I mentioned a couple weeks ago that I was staying at the Woodwards development on the cusp of Vancouver’s East Side. Built on the spot of a former department store, the new building includes a mix of housing, the SFU Contemporary Arts Campus and a community media arts space. In the handy plaza beneath is a London Drugs, Nester’s Market and coffee shop. A gastro-pub and dentist’s office are under construction. You can live, sleep, go to the gym on the 42nd floor, see a play and get groceries all in one swoop.

The photo mural by Stan Douglas (his first public piece *exciting* studied him in university) is a reconstruction of the 1971 Gastown Riots, also known as The Battle of Maple Tree Square. To recreate the scene, Douglas mined public archives, newspapers, and videotape. He interviewed merchants, residents, police, and protesters. Initially, he planned to shoot on location, but “it became so complicated and expensive, we thought, ‘We might as well just build the thing ourselves.’” So Douglas and his hundred-person crew constructed a set in the parking lot of the Pacific National Exhibition, laying down blacktop and weathering the building facades. Fixated on historical accuracy, the artist tracked down the window dresser of the corner sporting goods store, crafted riot sticks, and littered his streets with replicas of the day’s Vancouver Sun. To get the “right period faces,” he cast actors, eventually using eighty. He blocked out the action with three-dimensional models, and wrote nine scenes for the cast to mime.

The shoot itself took three nights, two with the actors, and one with just the set. Douglas required so much illumination to get the proper, crisp focus that he used seven generators to power the lights, transforming the Vancouver night into day. Keeping his camera lens motionless throughout, he captured about fifty different views of the riot, later layering the digital elements into a coherent composition. In advance of the installation, he is printing the photograph on ten-millimetre-thick panels of glass, with the reverse image on the back.
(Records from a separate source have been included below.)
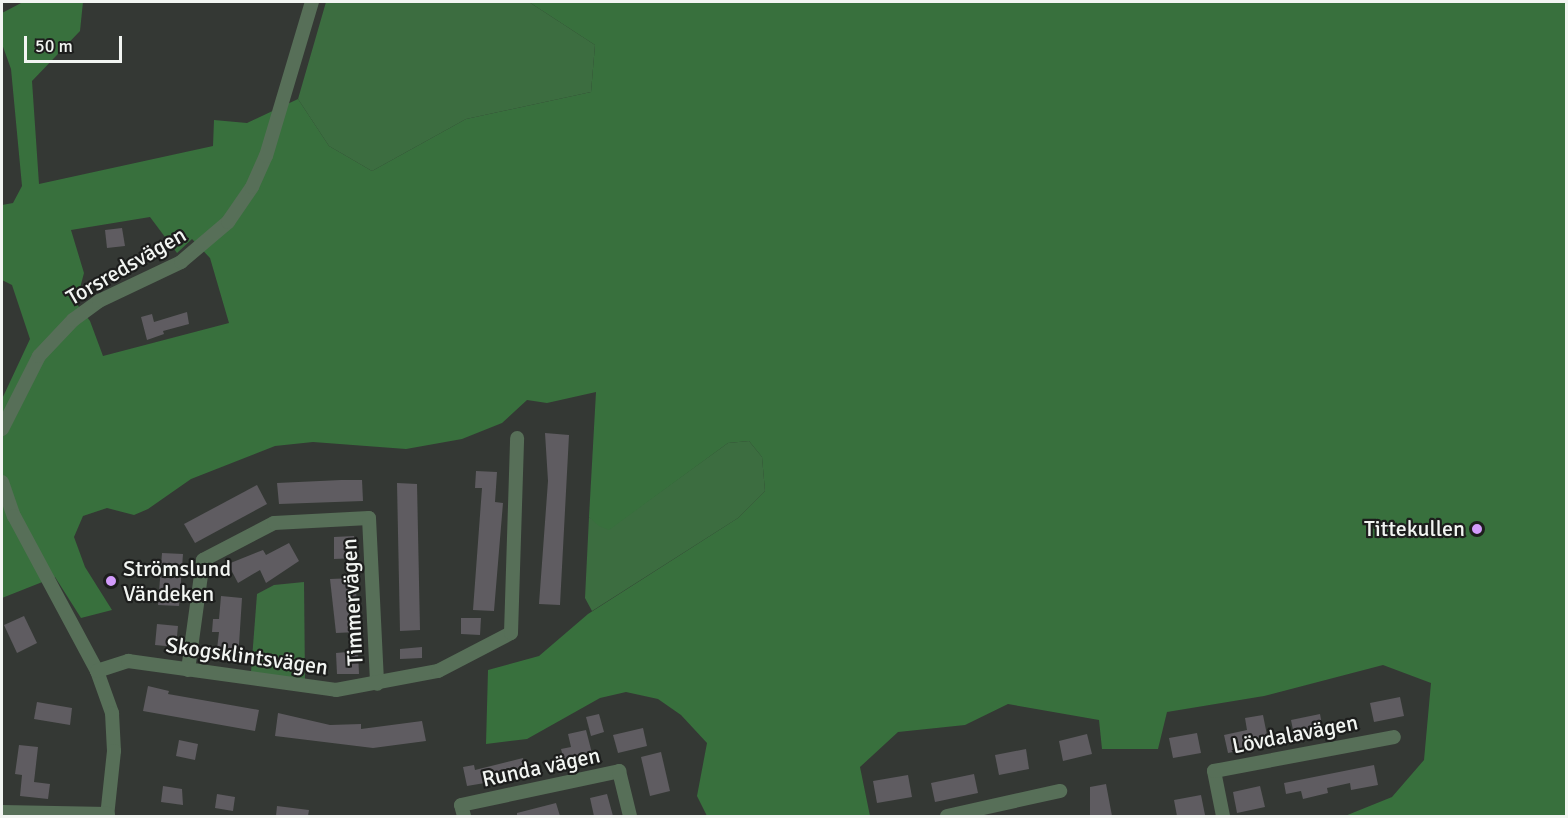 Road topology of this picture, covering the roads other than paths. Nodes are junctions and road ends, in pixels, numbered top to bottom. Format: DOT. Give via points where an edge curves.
graph roads {
  1 [pos="312,2"];
  2 [pos="2,429"];
  3 [pos="517,438"];
  4 [pos="3,491"];
  5 [pos="188,670"];
  6 [pos="97,671"];
  7 [pos="377,684"];
  8 [pos="1394,737"];
  9 [pos="1060,791"];
  10 [pos="463,811"];
  11 [pos="2,812"];
  12 [pos="108,815"];
  13 [pos="630,816"];
  14 [pos="947,816"];
  15 [pos="1223,816"];
  1 -- 2 [label="street, Torsredsvägen" via="266,156 228,222 180,262 120,290 73,320 39,356"];
  3 -- 7 [label="street, Skogsklintsvägen" via="511,633 438,671"];
  4 -- 6 [label="street"];
  5 -- 6 [label="street, Skogsklintsvägen" via="128,661"];
  5 -- 7 [label="street, Skogsklintsvägen" via="336,690"];
  5 -- 7 [label="street, Timmervägen" via="203,560 274,523 369,518"];
  6 -- 12 [label="street" via="113,729"];
  8 -- 15 [label="street, Lövdalavägen" via="1214,771"];
  9 -- 14 [label="street"];
  10 -- 13 [label="street, Runda vägen" via="619,771"];
  11 -- 12 [label="street"];
}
Technicians will fuse the layers, leaving the artist with what amounts to a massive piece of coloured windshield glass. Stretching eight by thirteen metres, it will form the dividing wall between a public plaza and an atrium linking the development’s four buildings. (from
Walrus Magazine).

Art and community efforts have come together to offer multiple services for community development, arts and education. It’s a controversial space, but invigorating nonetheless.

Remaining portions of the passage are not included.